**Input data**.
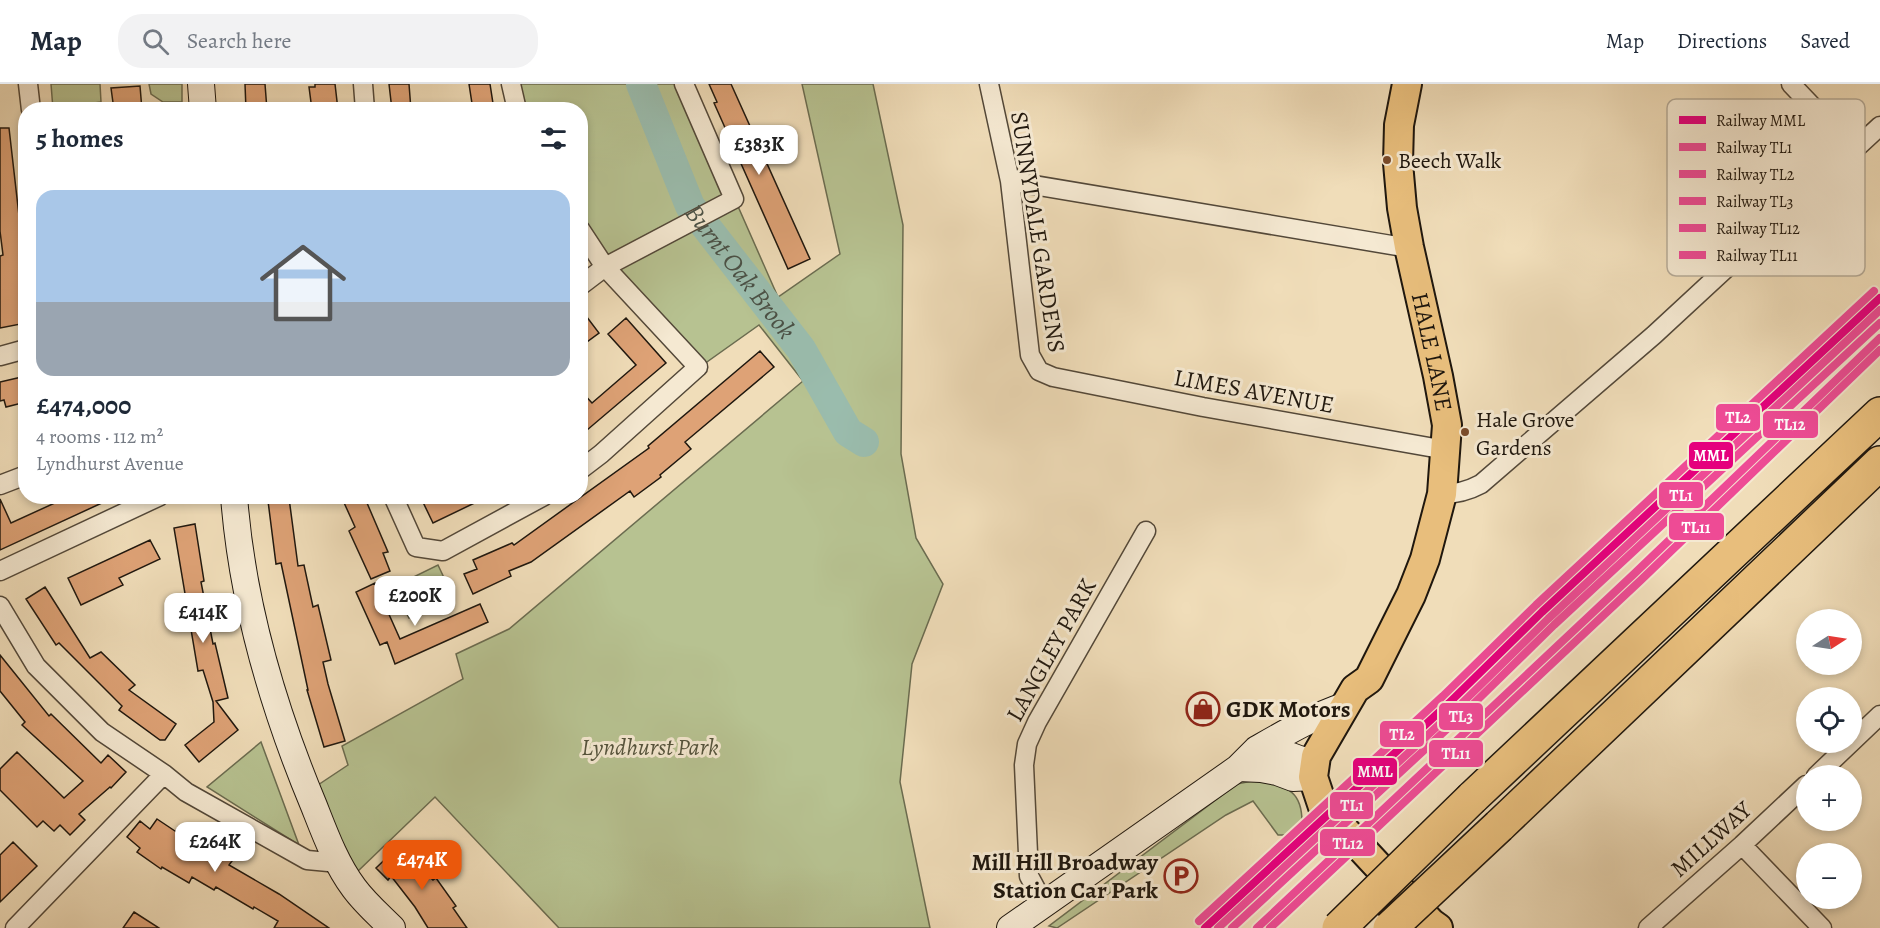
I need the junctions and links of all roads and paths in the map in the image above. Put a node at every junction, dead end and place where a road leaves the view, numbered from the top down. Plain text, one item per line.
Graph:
1 (28, 84) edge
2 (201, 84) edge
3 (363, 84) edge
4 (511, 84) edge
5 (684, 84) edge
6 (989, 84) edge
7 (1407, 84) edge
8 (1791, 84) edge
9 (1805, 99) edge
10 (30, 102) edge
11 (202, 102) edge
12 (364, 102) edge
13 (515, 102) edge
14 (1880, 126) edge
15 (1865, 141) edge
16 (1010, 181) junction
17 (588, 241) edge
18 (1409, 248) junction
19 (605, 267) junction
20 (1718, 276) edge
21 (588, 280) edge
22 (18, 351) edge
23 (0, 356) edge
24 (1053, 377) joint
25 (1880, 414) edge
26 (1446, 450) junction
27 (588, 463) edge
28 (1880, 463) edge
29 (18, 478) edge
30 (0, 485) edge
31 (1442, 494) junction
32 (143, 504) edge
33 (235, 504) edge
34 (397, 504) edge
35 (529, 504) edge
36 (1146, 531) dead end
37 (0, 572) edge
38 (0, 606) edge
39 (1368, 679) junction
40 (1344, 706) junction
41 (1880, 715) edge
42 (1257, 749) junction
43 (1828, 765) edge
44 (1238, 768) junction
45 (164, 774) junction
46 (1313, 777) junction
47 (1796, 794) edge
48 (1742, 845) junction
49 (339, 863) junction
50 (1044, 904) junction
51 (15, 928) edge
52 (392, 928) edge
53 (1010, 928) edge
54 (1338, 928) edge
55 (1390, 928) edge
56 (1438, 928) edge
57 (1445, 928) edge
58 (1648, 928) edge
59 (1822, 928) edge

1 - 10 street
2 - 11 street
3 - 12 street
4 - 13 street
5 - 19 street
6 - 16 street, SUNNYDALE GARDENS
7 - 18 main road, HALE LANE
8 - 9 street
14 - 15 street
16 - 18 street
16 - 24 street, SUNNYDALE GARDENS
17 - 19 street
18 - 26 main road, HALE LANE
19 - 21 street
19 - 27 street
20 - 31 street
22 - 23 street
24 - 26 street, LIMES AVENUE
25 - 54 highway, bridge
26 - 31 main road, HALE LANE
28 - 55 highway, bridge
29 - 30 street
31 - 39 main road, HALE LANE
32 - 37 street
33 - 49 street
34 - 35 street
36 - 50 street, LANGLEY PARK
38 - 45 street
39 - 40 main road, HALE LANE
39 - 46 main road, HALE LANE
40 - 42 street
40 - 46 main road, HALE LANE
41 - 43 street
42 - 44 street
42 - 46 street
44 - 46 street
44 - 50 street
45 - 49 street
45 - 51 street
46 - 56 main road
46 - 57 main road
47 - 48 street, MILLWAY
48 - 58 street, MILLWAY
48 - 59 street
49 - 52 street
50 - 53 street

**Required work**. Total up the lines in the listing above that include "SUNNYDALE". Give the number by itself.

**Answer**. 2